*What the task requires*. Down to the last character, write out the records below.

*Entries provided*.
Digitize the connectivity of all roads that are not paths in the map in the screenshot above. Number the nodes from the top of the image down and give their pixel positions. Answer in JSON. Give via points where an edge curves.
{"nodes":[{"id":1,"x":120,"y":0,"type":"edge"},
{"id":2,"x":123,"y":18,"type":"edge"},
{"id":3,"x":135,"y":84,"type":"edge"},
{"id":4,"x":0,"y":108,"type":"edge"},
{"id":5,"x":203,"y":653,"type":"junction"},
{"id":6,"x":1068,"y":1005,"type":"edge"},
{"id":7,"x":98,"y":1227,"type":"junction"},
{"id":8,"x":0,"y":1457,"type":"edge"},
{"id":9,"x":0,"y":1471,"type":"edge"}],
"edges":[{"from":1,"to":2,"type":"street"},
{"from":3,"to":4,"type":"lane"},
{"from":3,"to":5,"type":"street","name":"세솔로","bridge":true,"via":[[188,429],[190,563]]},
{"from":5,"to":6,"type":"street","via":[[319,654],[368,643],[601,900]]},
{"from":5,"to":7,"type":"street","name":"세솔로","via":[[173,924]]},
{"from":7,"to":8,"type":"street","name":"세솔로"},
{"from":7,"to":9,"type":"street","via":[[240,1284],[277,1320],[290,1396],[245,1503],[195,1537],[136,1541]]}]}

*Written reply*.
Digitize the connectivity of all roads that are not paths in the map in the screenshot above. Number the nodes from the top of the image down and give their pixel positions. Answer in JSON. Give via points where an edge curves.
{"nodes":[{"id":1,"x":120,"y":0,"type":"edge"},
{"id":2,"x":123,"y":18,"type":"edge"},
{"id":3,"x":135,"y":84,"type":"edge"},
{"id":4,"x":0,"y":108,"type":"edge"},
{"id":5,"x":203,"y":653,"type":"junction"},
{"id":6,"x":1068,"y":1005,"type":"edge"},
{"id":7,"x":98,"y":1227,"type":"junction"},
{"id":8,"x":0,"y":1457,"type":"edge"},
{"id":9,"x":0,"y":1471,"type":"edge"}],
"edges":[{"from":1,"to":2,"type":"street"},
{"from":3,"to":4,"type":"lane"},
{"from":3,"to":5,"type":"street","name":"세솔로","bridge":true,"via":[[188,429],[190,563]]},
{"from":5,"to":6,"type":"street","via":[[319,654],[368,643],[601,900]]},
{"from":5,"to":7,"type":"street","name":"세솔로","via":[[173,924]]},
{"from":7,"to":8,"type":"street","name":"세솔로"},
{"from":7,"to":9,"type":"street","via":[[240,1284],[277,1320],[290,1396],[245,1503],[195,1537],[136,1541]]}]}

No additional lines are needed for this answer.